I aim to have all props and costumes by Sunday, ready for the full run-throughs that day. There is definitely a buzz of excitement in the Arcadia camp as we make the finishing touches to what is going to be a fantastic production. (Anyone have a lantern?!)

Ben Canning

May 13, 2008

Video now online

Our first video is now online! To view it, simply go to our website and click on 'E-Resources'.

In this video...

Bernard:     Quarks, quasars - big bangs, black holes - who gives a shit? (Scene 5)

Maths in Arcadia

Thomasin and Sam talk about the role of maths in Arcadia. Why is there maths in this play? What does it do? Is it scary?

Let us know your thoughts by leaving us a comment on this post or by e-mailing

Last night's rehearsal: layering time

It's getting very close to the crunch by now, and you can really feel the tension starting to build in rehearsals. Last night was our first opportunity to run a scene in the studio, and the thing that most impressed itself on us was the enormous amount of space we've got to fill. There's bloody tons of it. Our table is stranded in the middle of it all like a boat caught in a storm – especially so given the new angle it's been placed at to provide better sight lines. Most of the night was spent trying to tease out the blocking we had done in tighter spaces around the table to fill the full breadth of the studio space. It was nice to stretch Valentine's legs a bit, and Kate certainly had a good time making Lady Croom lead Noakes around upstage like a stray puppy.

We were tackling Scene 7, and it wasn't easy going. The nature of the scene's two overlapping time lines make our cues complete non-sequiturs and all the more difficult to learn. But learn we did, and aside from a few line fluffs that will without a doubt be cleared up by Thursday. Jon informs us the night's results were very strong. The trick was not to be afraid of repetition. The way to get a scene like this to work is run it through until it sticks: physical memory is a great help in this kind of situation. The interleaving of different characters' lines and movements in different time periods is starting to look sharp and stunning, particularly the final waltzing sequence between Fiona and Rob, and Matt and Thomasin. I'm quite jealous of their deft feet.

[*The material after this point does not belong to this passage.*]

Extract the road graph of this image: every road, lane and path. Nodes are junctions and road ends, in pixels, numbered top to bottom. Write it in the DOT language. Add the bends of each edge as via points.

Sam Sedgman plays Valentine Coverly

Tickets are now available!

We're a week away from the opening night and tickets are now available!

As this is an educational performance, tickets are absolutely free but must be booked in advance with Peter Kirwan who can be found in the CAPITAL office in Millburn House.

Where is Millburn House?
Millburn House is located on Millburn Hill Road on the University of Warwick campus, to the east of University House. On the campus map, it is building 38.

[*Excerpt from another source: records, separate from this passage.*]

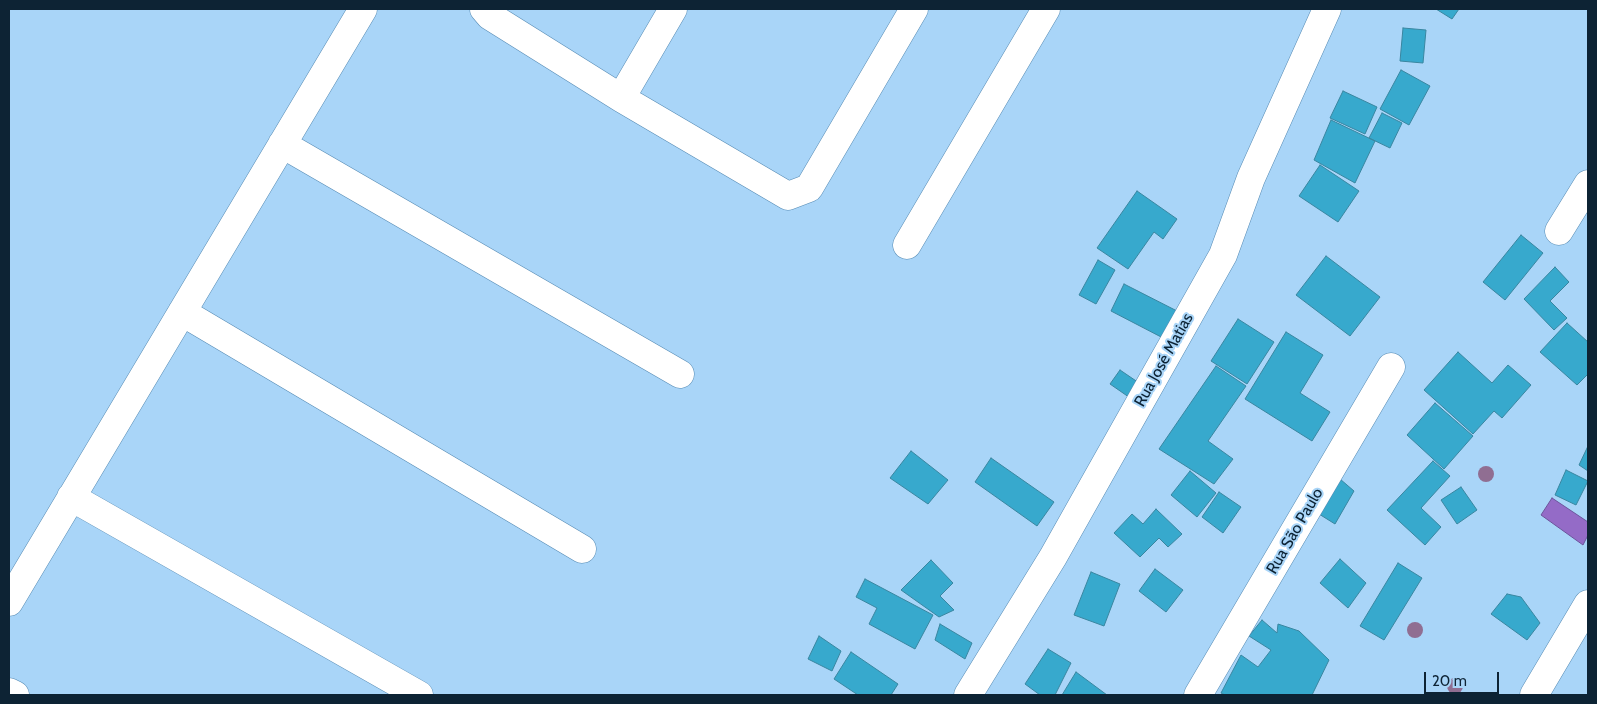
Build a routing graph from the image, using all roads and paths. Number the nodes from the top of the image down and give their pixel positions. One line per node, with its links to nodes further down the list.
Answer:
1 (363, 9): 8 (street)
2 (484, 9): 7 (street)
3 (674, 9): 7 (street)
4 (914, 9): 7 (street)
5 (1046, 9): 11 (street)
6 (1320, 12): 22 (street, Rua José Matias)
7 (622, 98)
8 (282, 144): 12 (street); 14 (street)
9 (1588, 184): 10 (street)
10 (1560, 231)
11 (907, 245)
12 (182, 312): 15 (street); 16 (street)
13 (1392, 367): 23 (street, Rua São Paulo)
14 (680, 374)
15 (71, 497): 17 (street); 21 (street)
16 (582, 550)
17 (9, 602)
18 (1588, 604): 24 (street)
19 (9, 692): 20 (street)
20 (15, 695)
21 (418, 695)
22 (968, 695)
23 (1198, 695)
24 (1534, 695)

When booking your tickets, bear in mind there will be a post-show talk after Thurday's show with the cast and creative team, hosted by the Director of the CAPITAL Centre, Carol Rutter. No extra ticket is required for this event.

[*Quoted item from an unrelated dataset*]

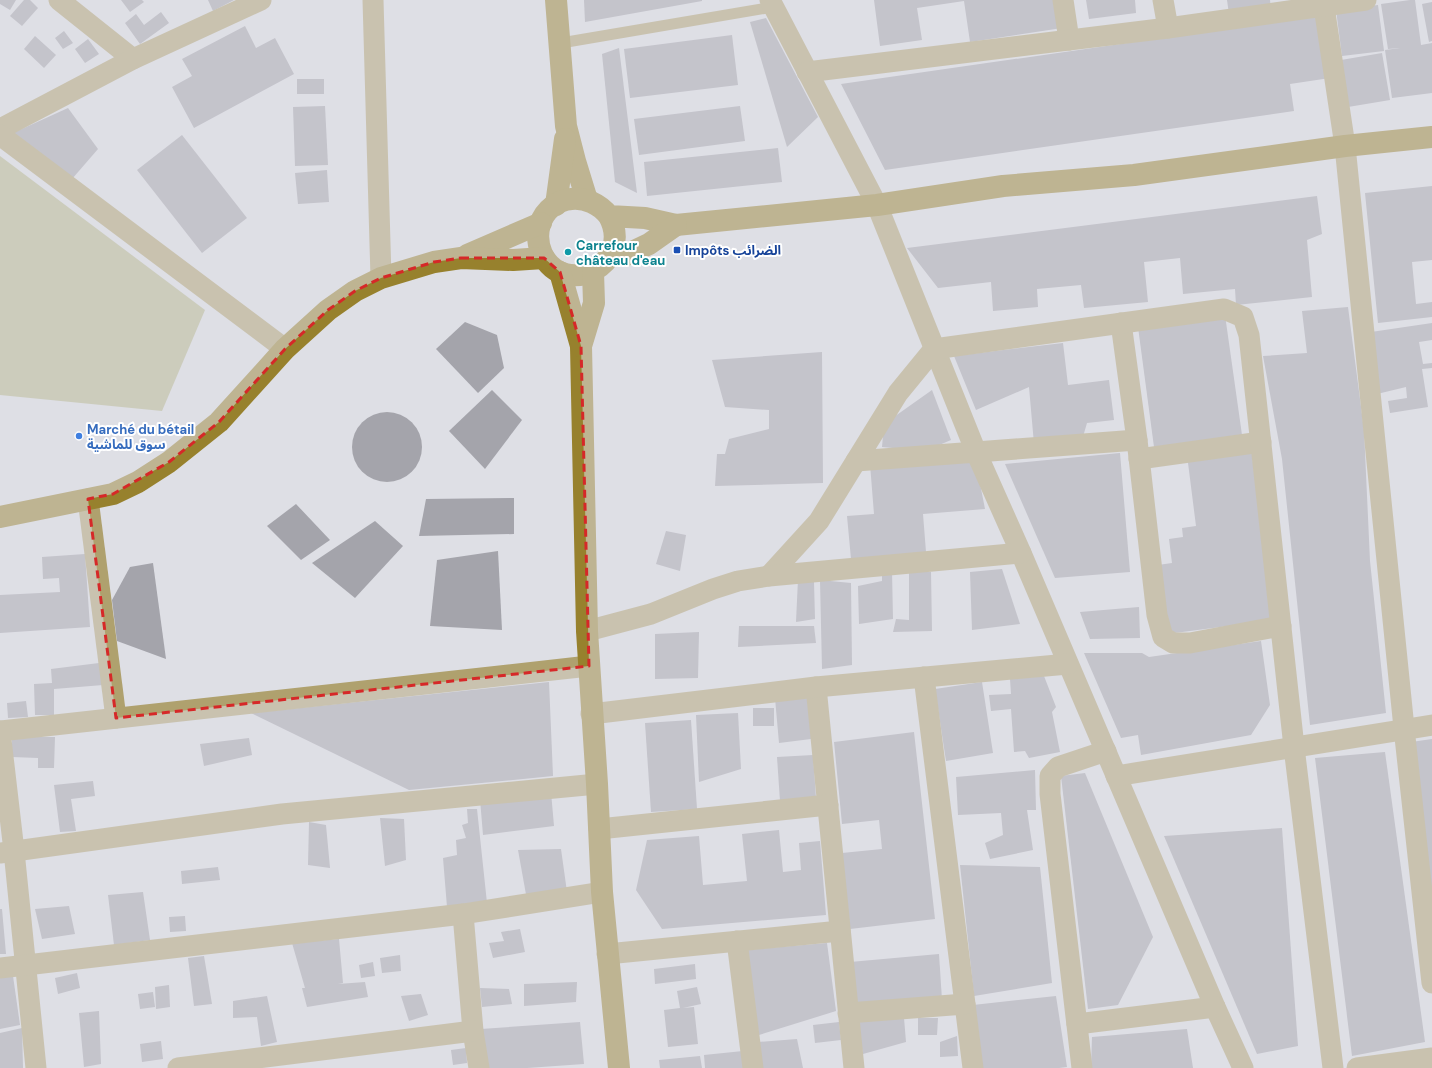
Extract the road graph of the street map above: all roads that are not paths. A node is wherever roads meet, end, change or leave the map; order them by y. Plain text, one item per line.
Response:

If you have any queries about tickets, e-mail us at

Week 5
Tuesday - Thursday, 7.30pm; Saturday, 1.30pm
(20-24 May 2008)

How exciting - see you there! 

I need to find a what?

A prop rabbit being held by its ears

When initially volunteering to stage manage Arcadia, I had absolutely no clue what it was about, except that it was a Tom Stoppard play and that I kind of liked Tom Stoppard. I also knew I was an experienced stage manager, having worked on three other productions in that role, and felt I had the necessary resourcefulness to find props. After all, how many props could there be? The answer to that question is: a lot. A lot of props.

It was then that I enlisted the help of Katie as an assistant stage manager. Not only was the amount of props rather large, there were also quite a few obscure ones in there, not to mention stacks of books. Due the play's double time-frame, many of the books have to be duplicated, one version for the 1809 sections of the play, and one version for the 1993 sections of the play. So, books that look like other books. It sounds difficult, but for this the DC cupboard (while insanely disorganised) proved a valuable resource, as there were stacks of leather-bound books in similar colours of varying shapes, and Ben (the producer) and I spent an interesting afternoon organising and selecting the ones we liked best out of the two-shopping-baskets-worth we had transported to the CAPITAL Centre.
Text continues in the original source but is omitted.